Work instruction:
Find each line in the records below that contains the word "points", and copy it out.

Record set:
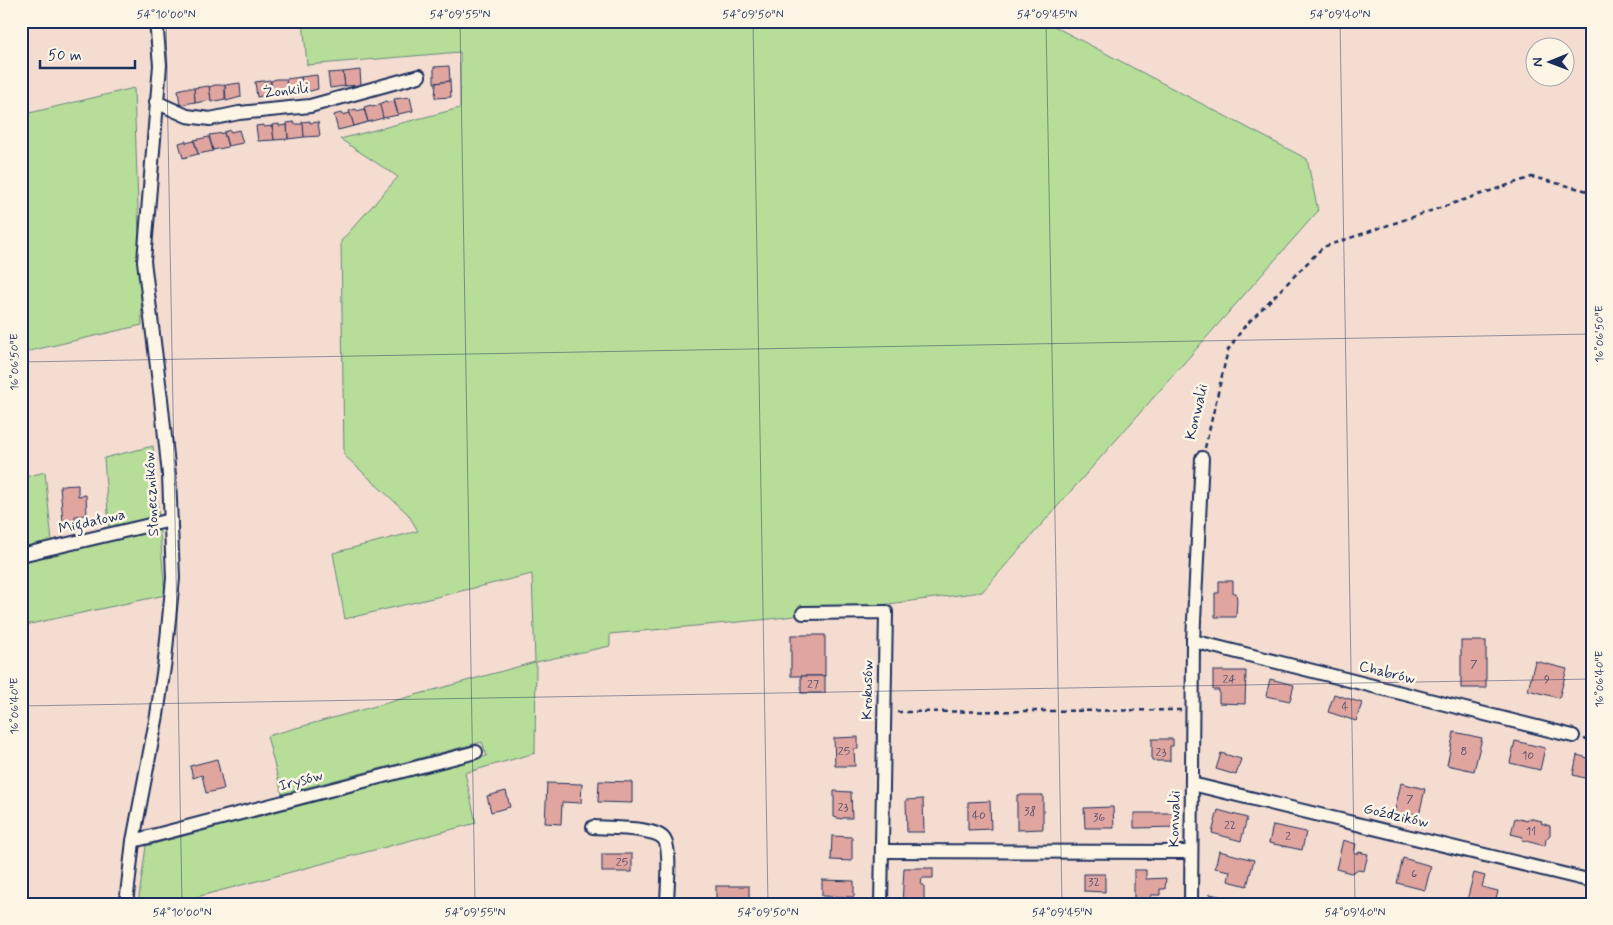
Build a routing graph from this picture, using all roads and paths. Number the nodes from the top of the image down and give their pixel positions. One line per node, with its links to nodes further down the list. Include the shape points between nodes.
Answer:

...

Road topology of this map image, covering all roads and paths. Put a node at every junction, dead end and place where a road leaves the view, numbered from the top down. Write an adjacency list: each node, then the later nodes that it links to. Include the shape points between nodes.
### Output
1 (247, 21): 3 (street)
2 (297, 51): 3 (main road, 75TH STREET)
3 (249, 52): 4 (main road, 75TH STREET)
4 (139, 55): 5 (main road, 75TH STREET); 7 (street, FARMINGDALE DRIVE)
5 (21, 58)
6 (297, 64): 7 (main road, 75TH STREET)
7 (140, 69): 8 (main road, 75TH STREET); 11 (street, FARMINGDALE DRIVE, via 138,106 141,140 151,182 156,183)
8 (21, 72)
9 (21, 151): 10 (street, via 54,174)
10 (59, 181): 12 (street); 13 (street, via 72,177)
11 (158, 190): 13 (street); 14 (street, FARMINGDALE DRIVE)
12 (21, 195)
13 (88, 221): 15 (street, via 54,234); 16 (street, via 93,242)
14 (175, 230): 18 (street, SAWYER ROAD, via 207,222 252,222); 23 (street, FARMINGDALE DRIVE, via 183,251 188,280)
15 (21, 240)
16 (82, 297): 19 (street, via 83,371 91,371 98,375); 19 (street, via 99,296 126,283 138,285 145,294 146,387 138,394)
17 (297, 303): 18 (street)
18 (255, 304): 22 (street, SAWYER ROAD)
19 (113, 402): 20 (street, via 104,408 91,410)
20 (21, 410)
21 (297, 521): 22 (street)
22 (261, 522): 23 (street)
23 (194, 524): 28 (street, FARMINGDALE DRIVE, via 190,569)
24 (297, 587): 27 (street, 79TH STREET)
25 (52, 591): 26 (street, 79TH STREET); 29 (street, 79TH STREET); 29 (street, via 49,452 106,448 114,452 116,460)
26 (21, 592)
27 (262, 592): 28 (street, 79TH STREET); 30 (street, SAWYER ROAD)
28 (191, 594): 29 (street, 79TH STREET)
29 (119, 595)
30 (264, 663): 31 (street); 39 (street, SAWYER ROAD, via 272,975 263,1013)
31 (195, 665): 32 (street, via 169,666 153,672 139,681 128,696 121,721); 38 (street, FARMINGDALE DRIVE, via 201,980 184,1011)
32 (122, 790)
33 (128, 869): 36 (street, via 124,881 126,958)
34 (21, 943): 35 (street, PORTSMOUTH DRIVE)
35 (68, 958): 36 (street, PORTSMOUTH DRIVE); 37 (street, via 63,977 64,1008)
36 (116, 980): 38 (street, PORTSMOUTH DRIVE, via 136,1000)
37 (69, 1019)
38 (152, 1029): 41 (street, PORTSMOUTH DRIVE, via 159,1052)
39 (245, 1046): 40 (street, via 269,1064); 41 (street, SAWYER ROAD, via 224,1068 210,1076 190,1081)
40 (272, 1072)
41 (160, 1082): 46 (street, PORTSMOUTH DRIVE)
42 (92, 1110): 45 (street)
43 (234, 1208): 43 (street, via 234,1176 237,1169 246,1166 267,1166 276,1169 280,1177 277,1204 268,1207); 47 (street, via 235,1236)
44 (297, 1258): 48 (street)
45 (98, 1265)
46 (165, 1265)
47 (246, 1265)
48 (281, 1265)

Answer to this task:
Build a routing graph from this picture, using all roads and paths. Number the nodes from the top of the image down and give their pixel positions. One line per node, with its links to nodes further down the list. Include the shape points between nodes.
Road topology of this map image, covering all roads and paths. Put a node at every junction, dead end and place where a road leaves the view, numbered from the top down. Write an adjacency list: each node, then the later nodes that it links to. Include the shape points between nodes.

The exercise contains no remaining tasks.